Since I love teaching and lecturing, I think it is fitting that the first review of my novel Counting from Zero should come from the Science Editor at Washington University where I teach. My favorite part of the review is this quote:

Counting from Zero brings Dashiell Hammet and Raymond Chandler into the computer age.”

My first experience of teaching was as a grad student at Lehigh University. I was a teaching assistant or TA throughout the four years I worked on my PhD. I didn’t actually teach classes, but I ran tutorials and labs. I enjoyed it a lot and found I was kind of good at it. I used to enjoy the student reviews at the end of each semester. My favorite comment from one student was: “Alan is a chill guy.”
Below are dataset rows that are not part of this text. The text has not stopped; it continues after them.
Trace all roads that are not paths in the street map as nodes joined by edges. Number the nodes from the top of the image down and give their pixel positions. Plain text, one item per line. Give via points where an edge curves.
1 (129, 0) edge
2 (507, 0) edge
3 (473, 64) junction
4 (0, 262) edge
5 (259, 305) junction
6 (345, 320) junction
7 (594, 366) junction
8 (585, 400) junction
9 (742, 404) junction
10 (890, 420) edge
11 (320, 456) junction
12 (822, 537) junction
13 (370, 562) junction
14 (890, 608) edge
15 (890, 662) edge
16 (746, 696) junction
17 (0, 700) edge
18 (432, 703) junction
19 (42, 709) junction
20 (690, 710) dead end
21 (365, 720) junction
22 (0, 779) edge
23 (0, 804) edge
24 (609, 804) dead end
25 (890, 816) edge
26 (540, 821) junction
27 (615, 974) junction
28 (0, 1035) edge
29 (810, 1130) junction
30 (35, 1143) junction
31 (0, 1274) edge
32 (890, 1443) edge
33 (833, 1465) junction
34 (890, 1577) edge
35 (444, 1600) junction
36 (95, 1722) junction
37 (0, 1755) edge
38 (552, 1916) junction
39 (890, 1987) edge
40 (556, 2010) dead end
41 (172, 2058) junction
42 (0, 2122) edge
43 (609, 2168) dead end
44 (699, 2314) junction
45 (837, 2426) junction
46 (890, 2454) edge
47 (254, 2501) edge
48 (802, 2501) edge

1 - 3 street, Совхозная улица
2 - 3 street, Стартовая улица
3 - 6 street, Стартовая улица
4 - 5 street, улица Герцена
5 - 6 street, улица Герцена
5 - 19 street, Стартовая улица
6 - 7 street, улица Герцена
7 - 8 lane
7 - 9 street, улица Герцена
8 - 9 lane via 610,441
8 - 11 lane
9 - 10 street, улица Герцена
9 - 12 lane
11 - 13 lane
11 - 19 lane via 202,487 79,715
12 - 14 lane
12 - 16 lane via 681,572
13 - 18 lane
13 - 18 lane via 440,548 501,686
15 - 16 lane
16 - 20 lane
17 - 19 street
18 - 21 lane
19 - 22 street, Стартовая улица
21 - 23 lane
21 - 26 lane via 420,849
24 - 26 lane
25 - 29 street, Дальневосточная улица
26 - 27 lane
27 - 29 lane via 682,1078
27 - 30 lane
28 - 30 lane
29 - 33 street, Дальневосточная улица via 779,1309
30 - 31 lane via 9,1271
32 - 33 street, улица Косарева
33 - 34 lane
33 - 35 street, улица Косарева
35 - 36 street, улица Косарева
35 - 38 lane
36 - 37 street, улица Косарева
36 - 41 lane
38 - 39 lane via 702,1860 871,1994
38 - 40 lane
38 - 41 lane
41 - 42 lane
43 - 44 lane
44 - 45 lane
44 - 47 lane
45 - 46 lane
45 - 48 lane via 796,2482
Later in my career, I got involved with Voice over IP or VoIP and Session Initiation Protocol or SIP. As this was a new technology, I needed to help train other engineers at my company. I started running sessions for 25, 50, and even 100 engineers at a time, teaching SIP. My books on SIP came out of this experience.

About this same time, I contacted Washington University in St. Louis and asked if they wanted to hear the latest about SIP and VoIP. I met Professor Paul Min who was in charge of running seminars for the Electrical Engineering Department. Soon, I gave the seminar and started meeting the staff. I did some teaching for other professors when they were out of town. Next thing I knew, they asked if I wanted to teach an evening class the next fall. I said yes!

That was 10 years ago. I have taught a variety of classes but found my home in the Joint Engineering Program with UMSL, the University of Missouri St. Louis. I particularly enjoy teaching in this program because most students have jobs and practical experience. One highlight was developing and teaching a class in Internet Communications. My text book: one of my SIP books!

My teaching style is fairly traditional – I like writing on the blackboard. I’ve also experimented with newer technologies such as Google Wave. My least favorite part is marking HW and assigning grades.

I’m currently not teaching this semester due to my travel load but I can’t wait to be back in the Fall. I miss the energy and enthusiasm of students.

So thank you to Washington University and UMSL, my colleagues and students.  Perhaps one day I can teach an Internet security class and use Counting from Zero as the textbook – that would be fun!